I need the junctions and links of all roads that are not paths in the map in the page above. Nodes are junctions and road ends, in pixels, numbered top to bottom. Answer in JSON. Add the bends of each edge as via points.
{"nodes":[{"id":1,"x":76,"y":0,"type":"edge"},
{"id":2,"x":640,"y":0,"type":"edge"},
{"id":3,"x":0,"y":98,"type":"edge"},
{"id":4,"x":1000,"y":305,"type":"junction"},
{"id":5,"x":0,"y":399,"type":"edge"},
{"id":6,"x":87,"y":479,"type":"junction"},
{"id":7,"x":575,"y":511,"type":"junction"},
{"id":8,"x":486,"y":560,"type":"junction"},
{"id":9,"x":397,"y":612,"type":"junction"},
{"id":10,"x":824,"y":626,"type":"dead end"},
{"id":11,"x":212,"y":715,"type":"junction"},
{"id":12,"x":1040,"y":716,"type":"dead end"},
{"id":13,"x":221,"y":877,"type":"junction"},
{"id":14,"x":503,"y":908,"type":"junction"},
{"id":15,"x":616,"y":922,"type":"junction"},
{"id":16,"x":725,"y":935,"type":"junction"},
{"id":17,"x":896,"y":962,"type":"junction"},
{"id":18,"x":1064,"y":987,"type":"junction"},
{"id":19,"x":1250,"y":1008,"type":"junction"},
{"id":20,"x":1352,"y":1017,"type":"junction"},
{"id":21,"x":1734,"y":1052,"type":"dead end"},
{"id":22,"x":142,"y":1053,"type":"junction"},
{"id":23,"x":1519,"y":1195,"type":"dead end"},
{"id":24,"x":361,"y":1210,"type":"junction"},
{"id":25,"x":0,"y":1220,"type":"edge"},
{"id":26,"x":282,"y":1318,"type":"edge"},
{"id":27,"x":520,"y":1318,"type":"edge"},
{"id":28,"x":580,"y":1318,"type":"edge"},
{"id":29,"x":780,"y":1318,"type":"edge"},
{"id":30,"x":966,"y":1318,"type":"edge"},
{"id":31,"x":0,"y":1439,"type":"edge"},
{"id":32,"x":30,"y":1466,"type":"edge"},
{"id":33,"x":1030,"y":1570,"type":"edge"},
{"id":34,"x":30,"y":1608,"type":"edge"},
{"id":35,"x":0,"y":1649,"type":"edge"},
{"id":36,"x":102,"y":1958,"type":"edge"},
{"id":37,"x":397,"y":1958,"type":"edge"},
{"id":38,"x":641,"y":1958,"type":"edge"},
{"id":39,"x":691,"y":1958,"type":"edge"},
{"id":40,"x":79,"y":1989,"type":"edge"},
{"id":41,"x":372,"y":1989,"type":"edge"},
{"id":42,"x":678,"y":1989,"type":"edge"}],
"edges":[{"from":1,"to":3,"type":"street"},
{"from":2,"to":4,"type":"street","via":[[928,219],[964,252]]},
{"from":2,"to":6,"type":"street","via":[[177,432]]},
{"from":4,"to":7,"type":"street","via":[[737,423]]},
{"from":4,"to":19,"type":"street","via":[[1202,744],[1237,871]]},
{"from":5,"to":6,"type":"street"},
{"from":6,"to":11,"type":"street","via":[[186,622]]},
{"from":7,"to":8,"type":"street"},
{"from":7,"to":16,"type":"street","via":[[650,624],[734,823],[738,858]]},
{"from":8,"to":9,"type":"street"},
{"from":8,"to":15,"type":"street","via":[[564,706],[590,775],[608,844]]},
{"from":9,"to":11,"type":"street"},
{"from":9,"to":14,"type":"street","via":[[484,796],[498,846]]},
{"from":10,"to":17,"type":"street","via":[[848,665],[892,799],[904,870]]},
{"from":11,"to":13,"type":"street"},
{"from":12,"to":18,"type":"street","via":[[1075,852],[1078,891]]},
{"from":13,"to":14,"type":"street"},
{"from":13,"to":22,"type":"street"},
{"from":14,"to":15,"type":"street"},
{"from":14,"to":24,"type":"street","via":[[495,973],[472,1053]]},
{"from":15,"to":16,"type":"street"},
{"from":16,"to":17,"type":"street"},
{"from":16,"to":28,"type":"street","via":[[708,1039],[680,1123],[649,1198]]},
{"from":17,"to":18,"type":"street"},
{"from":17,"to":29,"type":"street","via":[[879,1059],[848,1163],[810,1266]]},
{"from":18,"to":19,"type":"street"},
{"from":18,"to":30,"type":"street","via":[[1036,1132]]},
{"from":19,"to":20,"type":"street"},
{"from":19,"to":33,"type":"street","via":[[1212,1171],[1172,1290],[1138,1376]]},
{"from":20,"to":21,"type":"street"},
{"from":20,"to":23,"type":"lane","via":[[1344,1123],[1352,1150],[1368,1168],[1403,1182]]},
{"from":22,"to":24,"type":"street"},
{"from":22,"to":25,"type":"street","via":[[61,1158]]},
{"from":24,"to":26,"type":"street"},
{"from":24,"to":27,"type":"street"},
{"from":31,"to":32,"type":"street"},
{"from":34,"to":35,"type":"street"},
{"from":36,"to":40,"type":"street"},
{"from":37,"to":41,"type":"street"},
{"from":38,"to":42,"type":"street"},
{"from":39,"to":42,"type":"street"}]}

WORK TO COMPLETE:
All lines above that hold the string "dead" should be copied.

WRITTEN REPLY:
{"id":10,"x":824,"y":626,"type":"dead end"},
{"id":12,"x":1040,"y":716,"type":"dead end"},
{"id":21,"x":1734,"y":1052,"type":"dead end"},
{"id":23,"x":1519,"y":1195,"type":"dead end"},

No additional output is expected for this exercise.